Former et rechercher
Sherbrooke forme donc de futurs médecins, comme elle forme ceux qui leur enseignent. Car la pédagogie retenue, cet apprentissage par problèmes qui essaime aujourd'hui dans d'autres universités, dans d'autres facultés, reprise d'un modèle américain, transforme les modes d'enseignement. Le futur professeur retourne donc en classe pour recevoir une «formation conçue selon les différentes tâches d'enseignement. Si un professeur veut être tuteur, il recevra une formation à cet effet; s'il choisit d'être moniteur d'un groupe d'apprentissage au raisonnement clinique, la formation sera en conséquence.»
Une telle démarche permet ainsi au vice-doyen aux études prédoctorales, le docteur Paul Grand'Maison, de conclure avec une formule enthousiaste: «Nous sommes à l'avant-garde au Canada en ce qui a trait à la formation des professeurs.»
L'université contemporaine n'est cependant pas qu'un lieu d'enseignement, mais aussi un lieu de recherche. Sherbrooke est devenue avec les ans une université reconnue pour les avancées réalisées en oncologie et en génomique fonctionnelle, deux des neuf créneaux développés au fil des ans. De plus, étant l'une des rares universités équipées d'un émetteur à positons, l'institution de l'Estrie s'en réjouit: «Je n'hésite pas à dire, déclare donc Nicole Gallo-Payet, vice-doyenne à la recherche, que nous sommes les meilleurs au Canada en radio-oncologie et en imagerie moléculaire.»
Contact direct
Vus d'un autre bout de la lorgnette, d'une faculté comme celle de Montpellier en France, où ils sont 1500 inscrits en première année avant de se retrouver seulement 250 retenus pour la deuxième, et alors distribués sur deux campus, les 194 futurs médecins de Sherbrooke semblent peu nombreux. Mais leurs confrères et consoeurs d'outre-Atlantique leur envieraient toutefois une situation où le contact direct est favorisé et l'élément «humain» prioritaire.
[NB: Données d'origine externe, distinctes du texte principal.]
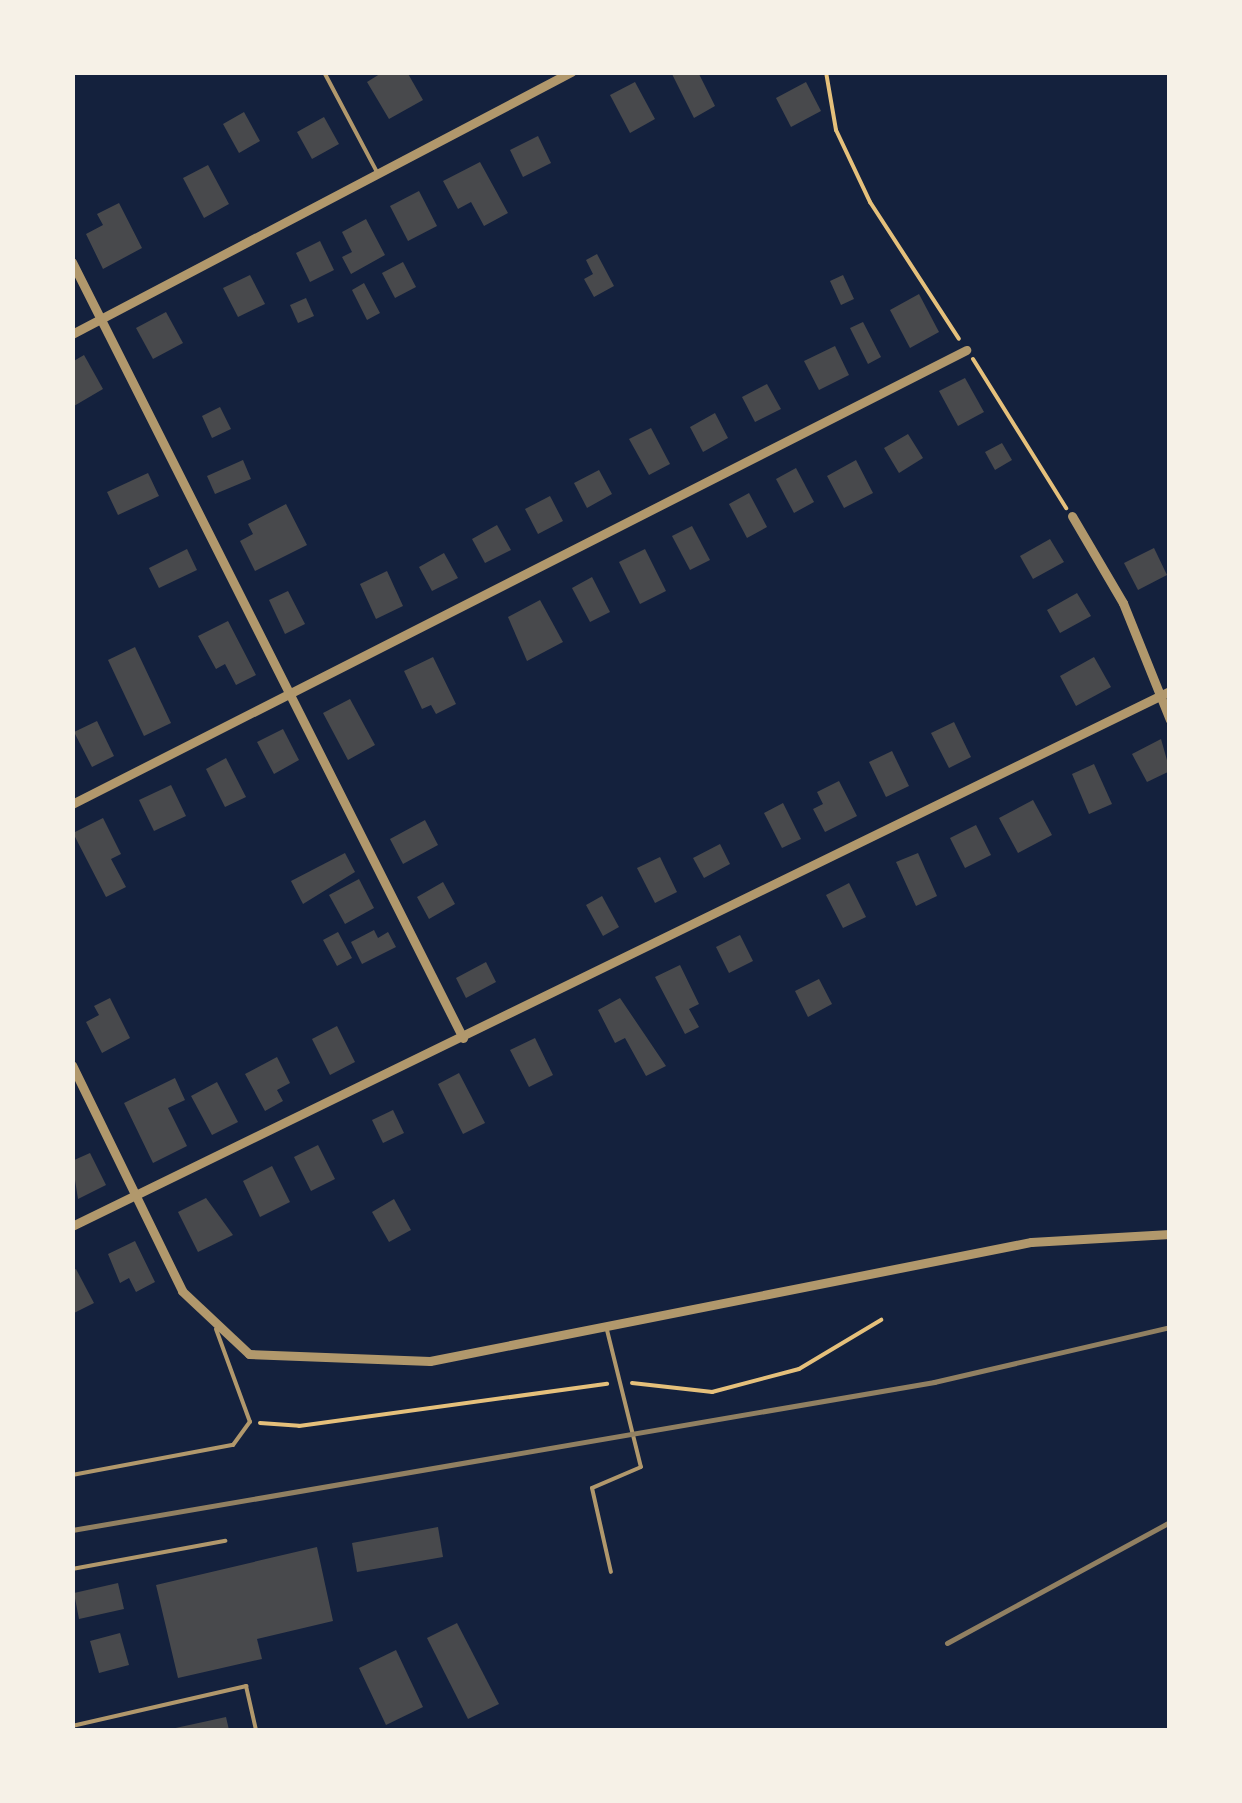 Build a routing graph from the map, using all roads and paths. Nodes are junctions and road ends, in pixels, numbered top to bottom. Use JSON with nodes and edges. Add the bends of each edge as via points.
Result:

Il y a donc souvent un avantage à être le dernier-né d'une grande famille. D'autant plus que, depuis 2001, le Centre de pédagogie en sciences de la santé, qui compte maintenant 20 ans d'existence, est un centre collaborateur de l'Organisation mondiale de la santé dans le domaine des ressources humaines: le seul au Canada et un des quatre que compte l'Amérique du Nord.